Théâtre des Arts : L’Ame en folie, comédie dramatique en trois actes de M. François de Curel. — Variétés : La Chasse à l’Homme, comédie en trois actes de M. Maurice Donnay. — Comédie-Française : Le Prince d’Aurec, comédie en trois actes de M. Henri Lavedan. — Œdipe au Cirque.


C’est au théâtre des Arts, sur les hauteurs des Batignolles, que M. François de Curel a fait représenter sa nouvelle pièce : l’Ame en folie. Le choix de ce théâtre excentrique et lointain nous a remplis d’aise. Il nous reportait au beau temps du Théâtre libre, qui fut pour les hommes de montage l’époque de leur jeunesse. En ce temps-là, on partait, pèlerins passionnés de l’art, vers des impasses de l’Elysée ou des Théâtres Montparnasse. On allait, confiants, dans l’espoir de la révélation. Il arrivait que la révélation fût une simple mystification, mais on ne se décourageait pas pour si peu. Et puis ce théâtre étant libre, on lui passait toute sorte de libertés que nulle part ailleurs on n’eût supportées. Il y avait là de tout un peu et de toutes les notes, depuis le réalisme le plus vulgaire jusqu’au plus nuageux symbolisme. Trop souvent on piétinait dans la trivialité ; d’autres fois on était soulevé par une vague de lyrisme, emporté par un torrent d’éloquence, et c’étaient justement les soirs où le Théâtre libre s’honorait en accueillant l’art si original et si âpre de M. François de Curel.

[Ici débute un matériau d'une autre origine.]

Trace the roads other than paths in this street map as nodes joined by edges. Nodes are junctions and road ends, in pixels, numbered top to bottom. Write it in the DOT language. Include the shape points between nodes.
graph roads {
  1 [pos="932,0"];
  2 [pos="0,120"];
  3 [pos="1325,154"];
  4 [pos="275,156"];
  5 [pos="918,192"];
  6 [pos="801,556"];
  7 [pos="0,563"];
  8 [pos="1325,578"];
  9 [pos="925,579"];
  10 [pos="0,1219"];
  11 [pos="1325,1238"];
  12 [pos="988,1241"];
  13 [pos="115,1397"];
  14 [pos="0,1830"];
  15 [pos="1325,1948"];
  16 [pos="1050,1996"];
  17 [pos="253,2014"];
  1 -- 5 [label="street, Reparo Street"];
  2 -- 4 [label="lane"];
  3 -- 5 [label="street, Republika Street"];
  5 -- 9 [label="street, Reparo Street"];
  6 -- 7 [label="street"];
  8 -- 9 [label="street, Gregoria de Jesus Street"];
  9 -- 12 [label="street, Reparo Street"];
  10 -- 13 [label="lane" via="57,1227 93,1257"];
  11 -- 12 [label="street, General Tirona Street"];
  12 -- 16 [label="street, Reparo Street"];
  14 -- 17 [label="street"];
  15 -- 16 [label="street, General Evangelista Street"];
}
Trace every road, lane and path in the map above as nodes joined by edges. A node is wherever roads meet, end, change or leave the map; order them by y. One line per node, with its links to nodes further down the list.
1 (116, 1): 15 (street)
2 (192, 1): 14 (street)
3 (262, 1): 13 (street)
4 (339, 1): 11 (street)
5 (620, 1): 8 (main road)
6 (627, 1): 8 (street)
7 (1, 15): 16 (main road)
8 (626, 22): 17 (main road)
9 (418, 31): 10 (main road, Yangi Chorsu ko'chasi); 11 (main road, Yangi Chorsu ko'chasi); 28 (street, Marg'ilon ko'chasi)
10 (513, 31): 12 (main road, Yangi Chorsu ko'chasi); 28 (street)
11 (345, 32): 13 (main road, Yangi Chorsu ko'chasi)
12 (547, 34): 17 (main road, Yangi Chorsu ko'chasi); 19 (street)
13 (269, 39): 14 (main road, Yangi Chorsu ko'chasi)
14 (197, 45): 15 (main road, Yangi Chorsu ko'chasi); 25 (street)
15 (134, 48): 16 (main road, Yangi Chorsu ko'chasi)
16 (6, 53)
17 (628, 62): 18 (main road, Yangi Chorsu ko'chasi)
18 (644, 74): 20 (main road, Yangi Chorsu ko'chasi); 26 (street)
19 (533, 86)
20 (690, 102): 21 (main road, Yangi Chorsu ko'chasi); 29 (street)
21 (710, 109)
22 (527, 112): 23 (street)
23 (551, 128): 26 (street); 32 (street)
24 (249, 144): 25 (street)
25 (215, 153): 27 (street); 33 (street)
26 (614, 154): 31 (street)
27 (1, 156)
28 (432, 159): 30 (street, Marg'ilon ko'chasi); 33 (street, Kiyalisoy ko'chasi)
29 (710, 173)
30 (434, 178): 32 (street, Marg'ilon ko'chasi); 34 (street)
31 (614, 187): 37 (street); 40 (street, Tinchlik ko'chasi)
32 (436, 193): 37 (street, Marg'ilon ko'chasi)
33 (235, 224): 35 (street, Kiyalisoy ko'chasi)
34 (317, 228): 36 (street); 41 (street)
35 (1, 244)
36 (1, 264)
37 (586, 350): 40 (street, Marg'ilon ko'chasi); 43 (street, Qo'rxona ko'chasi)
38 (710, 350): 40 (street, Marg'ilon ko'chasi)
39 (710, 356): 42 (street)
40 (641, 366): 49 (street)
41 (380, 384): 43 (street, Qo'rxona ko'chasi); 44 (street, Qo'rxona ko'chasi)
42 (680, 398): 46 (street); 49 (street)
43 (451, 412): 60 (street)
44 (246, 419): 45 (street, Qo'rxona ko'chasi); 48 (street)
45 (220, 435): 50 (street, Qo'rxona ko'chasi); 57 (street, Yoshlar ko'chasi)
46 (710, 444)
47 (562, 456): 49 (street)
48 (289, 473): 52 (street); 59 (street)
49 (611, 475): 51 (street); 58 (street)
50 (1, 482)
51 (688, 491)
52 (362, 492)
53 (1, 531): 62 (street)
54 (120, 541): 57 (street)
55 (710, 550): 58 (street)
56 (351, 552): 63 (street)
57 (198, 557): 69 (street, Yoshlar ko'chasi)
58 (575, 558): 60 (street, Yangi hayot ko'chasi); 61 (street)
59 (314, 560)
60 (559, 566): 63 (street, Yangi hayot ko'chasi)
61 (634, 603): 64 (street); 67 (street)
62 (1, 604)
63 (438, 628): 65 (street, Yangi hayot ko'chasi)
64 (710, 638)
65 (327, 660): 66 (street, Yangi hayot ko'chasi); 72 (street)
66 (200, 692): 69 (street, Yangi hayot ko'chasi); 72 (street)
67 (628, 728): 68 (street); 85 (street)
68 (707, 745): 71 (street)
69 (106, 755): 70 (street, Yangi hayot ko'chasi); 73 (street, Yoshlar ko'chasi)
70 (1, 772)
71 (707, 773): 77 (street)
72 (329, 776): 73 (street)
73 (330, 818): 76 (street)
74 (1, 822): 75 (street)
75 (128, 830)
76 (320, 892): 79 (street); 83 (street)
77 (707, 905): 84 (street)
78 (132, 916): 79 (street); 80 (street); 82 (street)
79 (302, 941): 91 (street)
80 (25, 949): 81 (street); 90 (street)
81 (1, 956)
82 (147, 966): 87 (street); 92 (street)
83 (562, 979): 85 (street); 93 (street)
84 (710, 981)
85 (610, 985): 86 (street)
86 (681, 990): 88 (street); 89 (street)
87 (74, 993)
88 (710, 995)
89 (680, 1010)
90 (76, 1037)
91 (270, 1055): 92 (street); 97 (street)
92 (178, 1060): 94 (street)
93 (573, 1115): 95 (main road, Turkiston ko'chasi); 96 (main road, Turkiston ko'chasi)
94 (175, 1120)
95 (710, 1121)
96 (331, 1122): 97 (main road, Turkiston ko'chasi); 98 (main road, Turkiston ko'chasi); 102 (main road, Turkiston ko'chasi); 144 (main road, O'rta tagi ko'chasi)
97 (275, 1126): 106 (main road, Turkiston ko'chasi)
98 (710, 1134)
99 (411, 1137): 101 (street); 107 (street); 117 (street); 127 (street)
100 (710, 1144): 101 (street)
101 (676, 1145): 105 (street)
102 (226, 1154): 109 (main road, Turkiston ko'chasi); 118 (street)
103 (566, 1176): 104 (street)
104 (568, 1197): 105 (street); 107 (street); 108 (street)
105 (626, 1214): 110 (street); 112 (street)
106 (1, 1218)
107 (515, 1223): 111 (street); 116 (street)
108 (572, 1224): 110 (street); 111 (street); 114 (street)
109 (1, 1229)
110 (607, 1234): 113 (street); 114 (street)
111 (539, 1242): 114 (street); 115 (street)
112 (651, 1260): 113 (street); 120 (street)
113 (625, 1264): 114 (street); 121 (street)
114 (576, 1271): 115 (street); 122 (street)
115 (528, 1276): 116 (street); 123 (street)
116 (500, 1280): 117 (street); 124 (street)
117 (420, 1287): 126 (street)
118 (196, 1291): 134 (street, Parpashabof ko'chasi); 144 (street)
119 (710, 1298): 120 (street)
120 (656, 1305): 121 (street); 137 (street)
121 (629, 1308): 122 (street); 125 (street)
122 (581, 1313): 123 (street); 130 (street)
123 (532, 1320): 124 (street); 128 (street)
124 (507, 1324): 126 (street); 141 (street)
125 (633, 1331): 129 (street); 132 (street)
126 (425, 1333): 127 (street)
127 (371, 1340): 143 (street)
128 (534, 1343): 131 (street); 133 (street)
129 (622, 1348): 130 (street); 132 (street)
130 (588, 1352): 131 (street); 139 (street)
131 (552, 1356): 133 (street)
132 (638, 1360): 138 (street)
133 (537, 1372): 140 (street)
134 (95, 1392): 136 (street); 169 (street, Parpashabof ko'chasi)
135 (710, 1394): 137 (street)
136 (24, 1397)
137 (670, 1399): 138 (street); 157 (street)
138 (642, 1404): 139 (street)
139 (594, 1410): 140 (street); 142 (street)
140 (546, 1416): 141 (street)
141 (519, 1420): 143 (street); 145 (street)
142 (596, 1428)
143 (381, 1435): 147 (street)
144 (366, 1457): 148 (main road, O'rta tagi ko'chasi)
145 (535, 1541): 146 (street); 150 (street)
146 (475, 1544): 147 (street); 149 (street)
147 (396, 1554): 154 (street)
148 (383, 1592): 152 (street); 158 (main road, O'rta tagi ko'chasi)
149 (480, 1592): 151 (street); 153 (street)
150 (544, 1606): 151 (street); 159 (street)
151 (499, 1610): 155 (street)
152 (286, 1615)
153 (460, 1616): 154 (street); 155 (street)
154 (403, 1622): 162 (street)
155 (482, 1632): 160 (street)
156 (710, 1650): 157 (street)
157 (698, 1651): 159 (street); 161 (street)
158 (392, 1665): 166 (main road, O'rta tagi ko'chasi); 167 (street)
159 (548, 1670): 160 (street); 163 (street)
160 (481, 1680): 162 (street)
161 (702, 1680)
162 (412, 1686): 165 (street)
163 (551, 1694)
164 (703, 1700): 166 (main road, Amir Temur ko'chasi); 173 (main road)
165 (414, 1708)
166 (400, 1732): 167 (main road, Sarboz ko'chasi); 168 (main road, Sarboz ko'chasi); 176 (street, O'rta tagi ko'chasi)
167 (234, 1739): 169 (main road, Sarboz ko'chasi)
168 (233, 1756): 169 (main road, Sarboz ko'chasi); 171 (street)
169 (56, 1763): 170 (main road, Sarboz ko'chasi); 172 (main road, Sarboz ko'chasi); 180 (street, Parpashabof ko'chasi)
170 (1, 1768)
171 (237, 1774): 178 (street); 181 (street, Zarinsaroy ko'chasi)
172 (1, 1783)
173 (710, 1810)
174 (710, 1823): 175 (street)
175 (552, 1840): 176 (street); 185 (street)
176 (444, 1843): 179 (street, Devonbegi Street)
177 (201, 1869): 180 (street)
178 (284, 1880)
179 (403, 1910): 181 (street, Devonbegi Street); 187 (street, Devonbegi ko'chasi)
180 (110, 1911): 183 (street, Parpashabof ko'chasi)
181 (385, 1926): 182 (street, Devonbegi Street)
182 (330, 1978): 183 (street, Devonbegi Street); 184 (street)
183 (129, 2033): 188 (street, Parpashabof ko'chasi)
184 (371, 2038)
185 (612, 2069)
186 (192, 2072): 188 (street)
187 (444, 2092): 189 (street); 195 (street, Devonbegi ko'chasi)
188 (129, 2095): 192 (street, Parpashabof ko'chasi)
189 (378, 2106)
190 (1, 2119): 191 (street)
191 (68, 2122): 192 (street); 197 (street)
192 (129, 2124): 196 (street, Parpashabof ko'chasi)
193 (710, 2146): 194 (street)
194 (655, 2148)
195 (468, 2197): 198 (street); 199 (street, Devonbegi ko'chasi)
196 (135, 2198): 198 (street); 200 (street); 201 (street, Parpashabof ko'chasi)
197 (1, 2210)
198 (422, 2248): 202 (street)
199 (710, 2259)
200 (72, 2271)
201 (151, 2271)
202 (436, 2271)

Ce qu’il y avait encore de bien curieux au Théâtre libre, c’était l’atmosphère qu’on y respirait. Maintes fois, le spectacle de la salle fut pour le moins aussi intéressant que celui de la scène. Quel public ! Quel cœur il avait et quel estomac ! Comme il applaudissait et quelles choses il applaudissait ! Quelle fureur d’enthousiasme et quelle bonne volonté. C’est qu’il y avait de la poudre dans l’air. En battant des mains, on se battait. Chaque soirée était un soir de combat.